*** Data under study

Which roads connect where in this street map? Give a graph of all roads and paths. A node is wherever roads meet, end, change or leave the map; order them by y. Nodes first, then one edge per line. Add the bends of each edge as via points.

******
*** Data under study

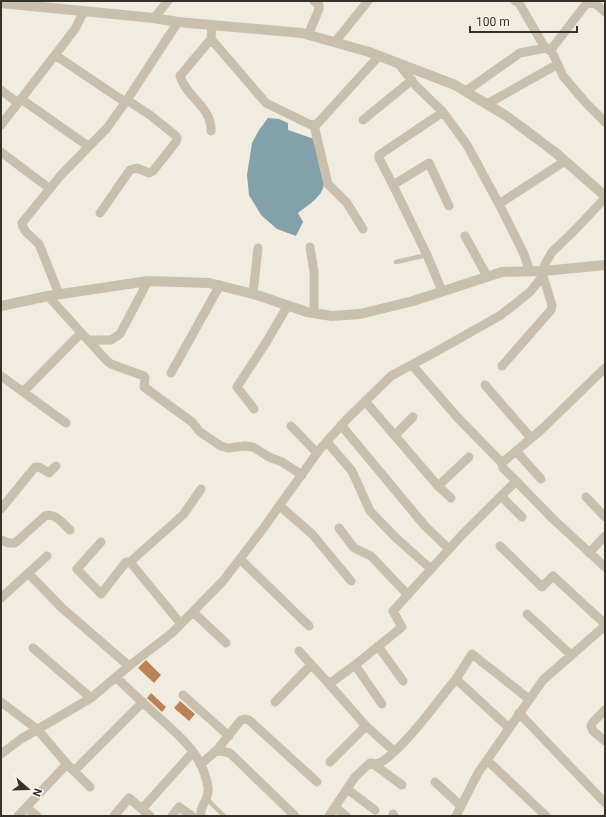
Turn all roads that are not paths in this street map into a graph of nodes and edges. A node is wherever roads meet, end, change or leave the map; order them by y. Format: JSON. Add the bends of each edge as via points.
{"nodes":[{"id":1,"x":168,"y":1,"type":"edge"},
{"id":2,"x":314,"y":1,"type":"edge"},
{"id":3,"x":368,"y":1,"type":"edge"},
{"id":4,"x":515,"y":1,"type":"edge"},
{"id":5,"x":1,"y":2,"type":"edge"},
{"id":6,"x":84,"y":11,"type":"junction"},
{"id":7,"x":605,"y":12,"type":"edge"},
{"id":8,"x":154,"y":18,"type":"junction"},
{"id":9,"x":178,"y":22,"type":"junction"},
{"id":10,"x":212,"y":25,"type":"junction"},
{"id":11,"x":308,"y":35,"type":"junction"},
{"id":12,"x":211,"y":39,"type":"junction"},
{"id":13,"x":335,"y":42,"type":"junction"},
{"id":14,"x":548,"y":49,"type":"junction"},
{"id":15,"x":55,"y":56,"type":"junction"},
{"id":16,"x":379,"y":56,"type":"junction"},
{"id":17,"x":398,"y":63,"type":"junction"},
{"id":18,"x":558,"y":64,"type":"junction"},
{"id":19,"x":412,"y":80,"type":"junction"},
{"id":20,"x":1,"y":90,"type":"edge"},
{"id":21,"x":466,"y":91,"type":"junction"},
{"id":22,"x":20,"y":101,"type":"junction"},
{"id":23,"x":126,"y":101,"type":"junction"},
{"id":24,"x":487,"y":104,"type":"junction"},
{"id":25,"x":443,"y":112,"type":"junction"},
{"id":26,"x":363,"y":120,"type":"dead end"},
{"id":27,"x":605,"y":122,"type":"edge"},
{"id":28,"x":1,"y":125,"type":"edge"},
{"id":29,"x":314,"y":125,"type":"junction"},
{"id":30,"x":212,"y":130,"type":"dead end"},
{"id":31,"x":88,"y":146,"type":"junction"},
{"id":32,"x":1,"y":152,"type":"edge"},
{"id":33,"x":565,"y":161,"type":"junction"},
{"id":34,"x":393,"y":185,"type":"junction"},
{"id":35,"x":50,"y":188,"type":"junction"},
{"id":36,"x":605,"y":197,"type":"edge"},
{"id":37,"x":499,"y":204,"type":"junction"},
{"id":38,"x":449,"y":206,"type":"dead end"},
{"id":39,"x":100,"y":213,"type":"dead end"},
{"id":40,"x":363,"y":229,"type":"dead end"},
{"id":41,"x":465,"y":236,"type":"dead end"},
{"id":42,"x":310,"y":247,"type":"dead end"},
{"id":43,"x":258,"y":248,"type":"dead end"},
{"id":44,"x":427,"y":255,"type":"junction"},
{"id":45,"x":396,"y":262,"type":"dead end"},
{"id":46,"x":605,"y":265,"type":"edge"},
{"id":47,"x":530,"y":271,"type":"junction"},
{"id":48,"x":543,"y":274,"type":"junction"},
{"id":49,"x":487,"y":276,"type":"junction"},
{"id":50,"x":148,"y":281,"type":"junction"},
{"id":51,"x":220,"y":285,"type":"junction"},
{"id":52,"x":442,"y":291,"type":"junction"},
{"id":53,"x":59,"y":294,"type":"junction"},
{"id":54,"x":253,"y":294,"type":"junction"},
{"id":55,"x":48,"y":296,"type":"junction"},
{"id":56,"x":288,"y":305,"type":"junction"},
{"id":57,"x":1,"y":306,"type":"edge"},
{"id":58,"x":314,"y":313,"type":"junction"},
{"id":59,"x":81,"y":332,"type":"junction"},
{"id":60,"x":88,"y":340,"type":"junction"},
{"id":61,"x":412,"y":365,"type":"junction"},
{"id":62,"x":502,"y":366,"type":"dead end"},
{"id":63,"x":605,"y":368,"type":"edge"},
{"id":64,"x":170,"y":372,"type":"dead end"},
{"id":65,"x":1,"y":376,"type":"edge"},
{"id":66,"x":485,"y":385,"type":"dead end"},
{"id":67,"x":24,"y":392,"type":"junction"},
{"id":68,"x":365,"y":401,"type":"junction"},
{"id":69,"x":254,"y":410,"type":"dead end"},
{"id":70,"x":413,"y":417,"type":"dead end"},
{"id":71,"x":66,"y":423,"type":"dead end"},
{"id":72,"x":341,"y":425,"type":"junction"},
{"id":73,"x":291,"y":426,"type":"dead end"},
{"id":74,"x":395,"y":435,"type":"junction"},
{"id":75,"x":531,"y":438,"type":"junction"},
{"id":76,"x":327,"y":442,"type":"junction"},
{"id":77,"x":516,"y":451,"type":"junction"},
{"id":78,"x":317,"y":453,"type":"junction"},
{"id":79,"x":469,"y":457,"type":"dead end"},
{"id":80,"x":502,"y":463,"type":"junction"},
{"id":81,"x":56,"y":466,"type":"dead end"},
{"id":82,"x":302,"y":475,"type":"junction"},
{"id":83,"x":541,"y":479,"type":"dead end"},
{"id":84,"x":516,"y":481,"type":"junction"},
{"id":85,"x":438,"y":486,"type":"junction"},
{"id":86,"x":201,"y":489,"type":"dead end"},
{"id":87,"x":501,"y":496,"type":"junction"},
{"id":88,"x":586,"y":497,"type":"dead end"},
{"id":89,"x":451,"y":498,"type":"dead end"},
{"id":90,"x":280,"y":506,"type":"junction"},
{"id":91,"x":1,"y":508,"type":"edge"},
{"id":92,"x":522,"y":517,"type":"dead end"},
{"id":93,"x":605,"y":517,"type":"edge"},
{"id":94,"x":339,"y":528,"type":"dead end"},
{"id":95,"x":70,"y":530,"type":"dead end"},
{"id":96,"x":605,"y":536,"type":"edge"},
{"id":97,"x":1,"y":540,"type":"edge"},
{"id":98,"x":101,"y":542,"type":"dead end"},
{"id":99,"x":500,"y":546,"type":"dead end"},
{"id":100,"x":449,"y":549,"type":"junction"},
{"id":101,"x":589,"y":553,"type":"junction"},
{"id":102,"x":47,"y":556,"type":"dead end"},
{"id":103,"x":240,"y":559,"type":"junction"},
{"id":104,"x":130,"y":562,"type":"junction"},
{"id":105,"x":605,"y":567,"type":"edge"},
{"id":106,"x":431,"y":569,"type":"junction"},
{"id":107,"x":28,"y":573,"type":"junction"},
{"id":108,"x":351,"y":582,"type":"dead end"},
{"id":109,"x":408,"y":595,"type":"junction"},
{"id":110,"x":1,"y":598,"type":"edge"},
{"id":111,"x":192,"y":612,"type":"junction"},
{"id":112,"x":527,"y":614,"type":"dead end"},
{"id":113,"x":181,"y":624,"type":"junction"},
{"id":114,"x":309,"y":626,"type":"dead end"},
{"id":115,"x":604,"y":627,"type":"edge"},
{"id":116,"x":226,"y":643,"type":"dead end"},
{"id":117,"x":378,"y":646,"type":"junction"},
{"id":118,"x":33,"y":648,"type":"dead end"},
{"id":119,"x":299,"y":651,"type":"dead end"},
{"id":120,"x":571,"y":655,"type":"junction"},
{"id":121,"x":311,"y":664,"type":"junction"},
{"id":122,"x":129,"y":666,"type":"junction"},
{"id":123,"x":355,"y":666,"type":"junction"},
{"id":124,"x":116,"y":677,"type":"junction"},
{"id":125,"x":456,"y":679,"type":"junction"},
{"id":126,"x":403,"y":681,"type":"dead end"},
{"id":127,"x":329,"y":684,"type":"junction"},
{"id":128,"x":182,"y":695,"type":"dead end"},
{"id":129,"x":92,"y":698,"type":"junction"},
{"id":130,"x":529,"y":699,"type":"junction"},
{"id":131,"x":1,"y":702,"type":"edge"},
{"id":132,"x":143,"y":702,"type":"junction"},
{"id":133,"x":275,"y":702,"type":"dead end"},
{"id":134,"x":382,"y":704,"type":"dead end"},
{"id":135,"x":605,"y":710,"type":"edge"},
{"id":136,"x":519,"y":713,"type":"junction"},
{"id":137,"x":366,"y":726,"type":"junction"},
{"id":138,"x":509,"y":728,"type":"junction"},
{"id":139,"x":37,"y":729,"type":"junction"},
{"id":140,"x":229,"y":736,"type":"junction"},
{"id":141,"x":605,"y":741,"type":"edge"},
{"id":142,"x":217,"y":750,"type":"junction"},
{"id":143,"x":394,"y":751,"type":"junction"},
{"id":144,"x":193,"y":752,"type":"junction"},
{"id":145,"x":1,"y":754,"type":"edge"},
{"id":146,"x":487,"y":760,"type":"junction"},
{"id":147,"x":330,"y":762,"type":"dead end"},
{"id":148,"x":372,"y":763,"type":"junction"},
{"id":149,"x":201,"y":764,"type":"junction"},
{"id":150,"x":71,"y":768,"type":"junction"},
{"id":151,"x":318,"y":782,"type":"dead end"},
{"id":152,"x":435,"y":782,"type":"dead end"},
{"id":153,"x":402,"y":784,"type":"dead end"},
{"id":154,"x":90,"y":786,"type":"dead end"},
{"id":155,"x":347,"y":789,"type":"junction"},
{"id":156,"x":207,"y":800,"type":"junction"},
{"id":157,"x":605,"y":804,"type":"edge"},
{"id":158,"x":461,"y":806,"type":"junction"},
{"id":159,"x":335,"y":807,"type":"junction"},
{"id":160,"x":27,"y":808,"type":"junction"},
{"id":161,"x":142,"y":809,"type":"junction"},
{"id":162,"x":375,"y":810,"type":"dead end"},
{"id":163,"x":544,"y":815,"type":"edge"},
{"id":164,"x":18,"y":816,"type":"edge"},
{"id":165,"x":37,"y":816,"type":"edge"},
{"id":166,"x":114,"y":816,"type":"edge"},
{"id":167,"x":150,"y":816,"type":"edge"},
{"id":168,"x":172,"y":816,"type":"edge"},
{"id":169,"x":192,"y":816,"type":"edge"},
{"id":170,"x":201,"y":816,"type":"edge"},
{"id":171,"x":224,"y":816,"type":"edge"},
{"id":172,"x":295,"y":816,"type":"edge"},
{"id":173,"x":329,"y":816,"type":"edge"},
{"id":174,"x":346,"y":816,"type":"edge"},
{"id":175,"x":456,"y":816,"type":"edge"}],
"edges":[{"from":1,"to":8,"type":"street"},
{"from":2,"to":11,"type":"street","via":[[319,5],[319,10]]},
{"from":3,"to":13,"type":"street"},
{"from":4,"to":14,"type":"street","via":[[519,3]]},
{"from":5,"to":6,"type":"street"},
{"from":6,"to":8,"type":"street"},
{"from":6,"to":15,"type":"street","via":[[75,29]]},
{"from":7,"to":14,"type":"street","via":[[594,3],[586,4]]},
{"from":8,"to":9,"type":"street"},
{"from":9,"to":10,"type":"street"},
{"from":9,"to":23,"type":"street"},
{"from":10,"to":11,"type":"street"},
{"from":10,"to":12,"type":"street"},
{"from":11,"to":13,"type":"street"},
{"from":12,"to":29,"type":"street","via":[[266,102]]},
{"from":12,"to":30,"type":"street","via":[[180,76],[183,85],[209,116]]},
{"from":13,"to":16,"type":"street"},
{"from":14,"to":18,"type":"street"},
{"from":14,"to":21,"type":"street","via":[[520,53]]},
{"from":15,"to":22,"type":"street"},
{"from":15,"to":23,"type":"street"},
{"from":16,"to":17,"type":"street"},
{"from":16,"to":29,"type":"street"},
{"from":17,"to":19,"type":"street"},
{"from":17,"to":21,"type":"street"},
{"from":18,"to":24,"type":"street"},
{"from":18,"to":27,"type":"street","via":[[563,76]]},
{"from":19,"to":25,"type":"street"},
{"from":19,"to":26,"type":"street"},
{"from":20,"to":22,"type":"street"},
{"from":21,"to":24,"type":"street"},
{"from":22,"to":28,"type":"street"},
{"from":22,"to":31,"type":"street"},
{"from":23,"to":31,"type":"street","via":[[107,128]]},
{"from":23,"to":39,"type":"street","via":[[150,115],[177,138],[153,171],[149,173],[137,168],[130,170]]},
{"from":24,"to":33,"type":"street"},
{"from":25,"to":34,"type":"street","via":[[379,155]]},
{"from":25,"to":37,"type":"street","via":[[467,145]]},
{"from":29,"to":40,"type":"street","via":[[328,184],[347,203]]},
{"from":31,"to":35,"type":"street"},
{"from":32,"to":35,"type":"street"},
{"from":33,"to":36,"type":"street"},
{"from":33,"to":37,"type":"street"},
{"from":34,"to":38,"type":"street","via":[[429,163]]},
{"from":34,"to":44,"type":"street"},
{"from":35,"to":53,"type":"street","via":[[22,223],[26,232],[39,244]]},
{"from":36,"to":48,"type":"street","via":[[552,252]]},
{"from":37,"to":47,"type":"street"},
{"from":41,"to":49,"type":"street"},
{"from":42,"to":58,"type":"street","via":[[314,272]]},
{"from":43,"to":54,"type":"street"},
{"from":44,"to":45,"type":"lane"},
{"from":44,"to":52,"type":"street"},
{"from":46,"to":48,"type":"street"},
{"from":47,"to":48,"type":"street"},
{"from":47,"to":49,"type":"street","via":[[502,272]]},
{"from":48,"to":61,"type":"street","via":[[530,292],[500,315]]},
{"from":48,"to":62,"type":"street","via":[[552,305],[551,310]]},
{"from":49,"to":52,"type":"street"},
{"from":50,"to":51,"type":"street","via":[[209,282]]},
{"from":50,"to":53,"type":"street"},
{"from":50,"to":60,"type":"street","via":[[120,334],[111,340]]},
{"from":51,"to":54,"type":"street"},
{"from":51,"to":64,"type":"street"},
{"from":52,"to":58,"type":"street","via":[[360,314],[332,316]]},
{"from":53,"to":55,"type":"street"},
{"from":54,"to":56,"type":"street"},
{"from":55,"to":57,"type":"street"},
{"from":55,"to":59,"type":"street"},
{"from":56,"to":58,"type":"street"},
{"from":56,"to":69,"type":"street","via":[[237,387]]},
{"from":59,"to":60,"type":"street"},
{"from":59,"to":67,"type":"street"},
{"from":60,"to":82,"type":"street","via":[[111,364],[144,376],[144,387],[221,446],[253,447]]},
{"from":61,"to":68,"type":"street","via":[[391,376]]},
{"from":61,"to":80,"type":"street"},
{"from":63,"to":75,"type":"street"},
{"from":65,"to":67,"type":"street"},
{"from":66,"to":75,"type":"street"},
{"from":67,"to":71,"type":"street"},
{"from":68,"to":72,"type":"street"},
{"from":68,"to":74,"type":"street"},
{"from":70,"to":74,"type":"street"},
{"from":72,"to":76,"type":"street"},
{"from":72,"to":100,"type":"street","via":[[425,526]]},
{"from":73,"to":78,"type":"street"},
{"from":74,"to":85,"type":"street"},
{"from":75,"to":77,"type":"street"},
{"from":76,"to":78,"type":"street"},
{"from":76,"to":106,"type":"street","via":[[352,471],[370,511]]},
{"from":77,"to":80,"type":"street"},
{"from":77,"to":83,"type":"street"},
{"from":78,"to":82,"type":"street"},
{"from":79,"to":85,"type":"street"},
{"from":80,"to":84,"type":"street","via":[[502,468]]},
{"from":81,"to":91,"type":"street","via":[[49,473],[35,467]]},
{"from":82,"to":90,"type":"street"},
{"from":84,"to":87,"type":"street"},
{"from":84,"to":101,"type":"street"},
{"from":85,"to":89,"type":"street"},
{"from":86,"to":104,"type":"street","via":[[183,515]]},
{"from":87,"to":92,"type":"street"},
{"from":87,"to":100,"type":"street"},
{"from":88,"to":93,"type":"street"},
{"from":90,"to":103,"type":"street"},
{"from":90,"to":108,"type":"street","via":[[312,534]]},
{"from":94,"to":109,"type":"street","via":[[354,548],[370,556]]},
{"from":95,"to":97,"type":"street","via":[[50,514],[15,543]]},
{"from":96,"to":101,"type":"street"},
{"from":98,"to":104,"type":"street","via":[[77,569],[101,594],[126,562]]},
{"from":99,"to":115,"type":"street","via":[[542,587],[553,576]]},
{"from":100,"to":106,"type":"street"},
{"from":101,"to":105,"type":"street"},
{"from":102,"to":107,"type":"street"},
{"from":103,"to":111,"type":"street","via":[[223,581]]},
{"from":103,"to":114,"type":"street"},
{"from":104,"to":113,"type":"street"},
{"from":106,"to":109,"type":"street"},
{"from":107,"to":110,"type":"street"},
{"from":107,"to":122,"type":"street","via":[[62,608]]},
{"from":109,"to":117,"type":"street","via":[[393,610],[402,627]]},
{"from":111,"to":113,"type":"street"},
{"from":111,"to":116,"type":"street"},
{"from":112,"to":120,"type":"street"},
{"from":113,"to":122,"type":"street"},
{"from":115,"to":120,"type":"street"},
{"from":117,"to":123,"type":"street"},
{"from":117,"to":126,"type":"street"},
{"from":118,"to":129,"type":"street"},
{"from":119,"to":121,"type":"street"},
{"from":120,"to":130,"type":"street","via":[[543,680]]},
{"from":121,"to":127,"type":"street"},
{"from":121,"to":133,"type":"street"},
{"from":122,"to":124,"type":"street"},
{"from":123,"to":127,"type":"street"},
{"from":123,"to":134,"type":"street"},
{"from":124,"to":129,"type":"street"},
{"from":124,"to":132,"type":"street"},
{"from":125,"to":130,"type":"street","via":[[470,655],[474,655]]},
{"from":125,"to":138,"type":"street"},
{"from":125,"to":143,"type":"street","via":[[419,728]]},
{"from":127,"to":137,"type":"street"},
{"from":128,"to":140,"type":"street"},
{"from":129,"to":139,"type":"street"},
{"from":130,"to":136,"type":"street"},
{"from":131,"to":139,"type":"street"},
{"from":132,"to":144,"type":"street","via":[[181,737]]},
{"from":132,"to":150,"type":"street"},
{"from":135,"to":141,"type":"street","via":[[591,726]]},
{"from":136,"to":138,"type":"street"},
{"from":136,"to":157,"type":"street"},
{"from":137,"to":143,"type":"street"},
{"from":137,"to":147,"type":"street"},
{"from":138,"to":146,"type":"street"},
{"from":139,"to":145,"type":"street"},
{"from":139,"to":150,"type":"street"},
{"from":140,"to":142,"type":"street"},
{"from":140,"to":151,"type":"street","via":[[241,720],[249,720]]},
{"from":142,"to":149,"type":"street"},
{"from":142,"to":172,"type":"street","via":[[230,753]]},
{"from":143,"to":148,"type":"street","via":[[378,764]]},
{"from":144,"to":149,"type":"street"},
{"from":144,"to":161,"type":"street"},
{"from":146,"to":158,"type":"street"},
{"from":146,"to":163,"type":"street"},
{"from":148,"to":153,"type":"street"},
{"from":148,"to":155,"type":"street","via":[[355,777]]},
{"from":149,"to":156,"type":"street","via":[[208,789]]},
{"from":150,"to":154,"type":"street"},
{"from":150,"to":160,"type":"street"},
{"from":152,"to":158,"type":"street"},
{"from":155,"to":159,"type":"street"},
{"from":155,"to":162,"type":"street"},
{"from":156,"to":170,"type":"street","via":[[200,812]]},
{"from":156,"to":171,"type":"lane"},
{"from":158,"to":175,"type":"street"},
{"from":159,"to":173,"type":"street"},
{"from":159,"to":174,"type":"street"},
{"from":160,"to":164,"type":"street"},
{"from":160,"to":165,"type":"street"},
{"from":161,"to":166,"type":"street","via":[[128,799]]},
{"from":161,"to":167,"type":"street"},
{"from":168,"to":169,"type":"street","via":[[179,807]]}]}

******
*** Data under study

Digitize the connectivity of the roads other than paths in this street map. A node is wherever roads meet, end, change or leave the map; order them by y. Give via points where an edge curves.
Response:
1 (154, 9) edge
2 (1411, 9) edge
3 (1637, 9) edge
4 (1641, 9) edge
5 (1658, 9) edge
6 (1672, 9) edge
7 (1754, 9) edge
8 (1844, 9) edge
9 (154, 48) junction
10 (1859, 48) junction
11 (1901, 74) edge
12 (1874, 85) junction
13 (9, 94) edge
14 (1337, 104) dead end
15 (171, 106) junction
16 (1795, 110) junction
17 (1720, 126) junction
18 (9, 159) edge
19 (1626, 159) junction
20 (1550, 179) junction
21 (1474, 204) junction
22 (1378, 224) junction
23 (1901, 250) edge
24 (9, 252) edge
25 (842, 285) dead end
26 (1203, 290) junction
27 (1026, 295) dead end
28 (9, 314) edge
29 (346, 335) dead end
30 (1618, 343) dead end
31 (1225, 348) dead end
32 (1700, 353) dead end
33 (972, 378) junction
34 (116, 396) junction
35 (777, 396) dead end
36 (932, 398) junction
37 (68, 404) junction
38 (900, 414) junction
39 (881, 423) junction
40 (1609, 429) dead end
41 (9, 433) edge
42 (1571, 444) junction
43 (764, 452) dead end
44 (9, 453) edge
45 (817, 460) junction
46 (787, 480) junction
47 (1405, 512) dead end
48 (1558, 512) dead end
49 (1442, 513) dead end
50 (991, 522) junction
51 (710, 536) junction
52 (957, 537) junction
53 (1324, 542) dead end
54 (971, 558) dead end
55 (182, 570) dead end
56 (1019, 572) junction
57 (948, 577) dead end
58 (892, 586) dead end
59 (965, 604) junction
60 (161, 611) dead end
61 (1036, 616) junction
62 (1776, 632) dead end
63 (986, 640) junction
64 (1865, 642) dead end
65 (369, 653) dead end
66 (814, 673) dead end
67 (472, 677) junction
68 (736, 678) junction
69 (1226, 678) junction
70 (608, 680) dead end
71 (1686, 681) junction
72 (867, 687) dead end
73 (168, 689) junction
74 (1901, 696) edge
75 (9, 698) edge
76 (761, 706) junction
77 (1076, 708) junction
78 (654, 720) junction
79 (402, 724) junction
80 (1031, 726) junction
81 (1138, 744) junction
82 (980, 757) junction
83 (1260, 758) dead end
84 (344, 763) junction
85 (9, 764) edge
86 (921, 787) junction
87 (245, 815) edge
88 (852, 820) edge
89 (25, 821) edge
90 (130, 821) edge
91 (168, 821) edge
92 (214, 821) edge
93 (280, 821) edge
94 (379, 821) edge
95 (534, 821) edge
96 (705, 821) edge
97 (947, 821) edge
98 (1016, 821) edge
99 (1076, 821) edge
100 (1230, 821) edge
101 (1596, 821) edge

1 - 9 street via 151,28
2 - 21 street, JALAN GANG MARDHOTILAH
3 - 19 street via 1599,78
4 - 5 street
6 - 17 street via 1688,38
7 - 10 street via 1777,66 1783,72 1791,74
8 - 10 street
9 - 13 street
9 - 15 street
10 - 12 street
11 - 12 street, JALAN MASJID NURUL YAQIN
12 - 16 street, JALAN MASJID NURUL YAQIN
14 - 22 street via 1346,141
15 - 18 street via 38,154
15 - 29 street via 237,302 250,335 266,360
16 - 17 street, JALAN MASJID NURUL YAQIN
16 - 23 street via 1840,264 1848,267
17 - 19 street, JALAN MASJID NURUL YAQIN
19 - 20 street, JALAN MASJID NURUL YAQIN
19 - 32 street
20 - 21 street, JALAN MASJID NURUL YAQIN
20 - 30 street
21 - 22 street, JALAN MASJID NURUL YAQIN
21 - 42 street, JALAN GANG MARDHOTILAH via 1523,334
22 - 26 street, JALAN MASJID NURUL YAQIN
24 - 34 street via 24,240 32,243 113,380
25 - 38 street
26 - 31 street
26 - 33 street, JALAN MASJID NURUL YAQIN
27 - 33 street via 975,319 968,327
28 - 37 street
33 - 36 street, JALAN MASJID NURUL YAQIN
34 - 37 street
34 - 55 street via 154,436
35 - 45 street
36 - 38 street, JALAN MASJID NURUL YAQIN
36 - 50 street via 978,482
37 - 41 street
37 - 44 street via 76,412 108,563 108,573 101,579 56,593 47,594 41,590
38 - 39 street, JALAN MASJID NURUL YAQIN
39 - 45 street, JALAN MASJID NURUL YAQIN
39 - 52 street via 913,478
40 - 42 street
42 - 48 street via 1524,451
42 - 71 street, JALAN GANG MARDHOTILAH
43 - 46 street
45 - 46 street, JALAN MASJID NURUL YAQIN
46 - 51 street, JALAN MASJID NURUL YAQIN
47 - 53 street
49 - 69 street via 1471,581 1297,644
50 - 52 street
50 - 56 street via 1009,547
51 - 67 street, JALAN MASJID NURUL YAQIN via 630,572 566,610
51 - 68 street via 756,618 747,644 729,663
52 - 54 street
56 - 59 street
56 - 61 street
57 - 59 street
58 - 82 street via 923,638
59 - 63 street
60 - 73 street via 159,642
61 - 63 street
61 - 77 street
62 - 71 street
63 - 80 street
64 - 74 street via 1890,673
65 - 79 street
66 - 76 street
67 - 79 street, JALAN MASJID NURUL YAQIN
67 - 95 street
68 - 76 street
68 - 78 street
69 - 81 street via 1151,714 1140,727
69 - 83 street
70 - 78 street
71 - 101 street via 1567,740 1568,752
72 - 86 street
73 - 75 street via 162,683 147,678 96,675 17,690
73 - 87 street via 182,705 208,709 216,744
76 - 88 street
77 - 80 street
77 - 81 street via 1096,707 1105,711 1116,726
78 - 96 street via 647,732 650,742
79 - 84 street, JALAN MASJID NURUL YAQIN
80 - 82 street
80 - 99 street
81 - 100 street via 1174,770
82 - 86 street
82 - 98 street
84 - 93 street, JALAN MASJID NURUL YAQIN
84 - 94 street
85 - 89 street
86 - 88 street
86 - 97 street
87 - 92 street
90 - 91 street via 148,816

******

» What this task involves
All of the lines above that carry the string "Give" need to be found and copied.

» Solution to the problem
Which roads connect where in this street map? Give a graph of all roads and paths. A node is wherever roads meet, end, change or leave the map; order them by y. Nodes first, then one edge per line. Add the bends of each edge as via points.
Digitize the connectivity of the roads other than paths in this street map. A node is wherever roads meet, end, change or leave the map; order them by y. Give via points where an edge curves.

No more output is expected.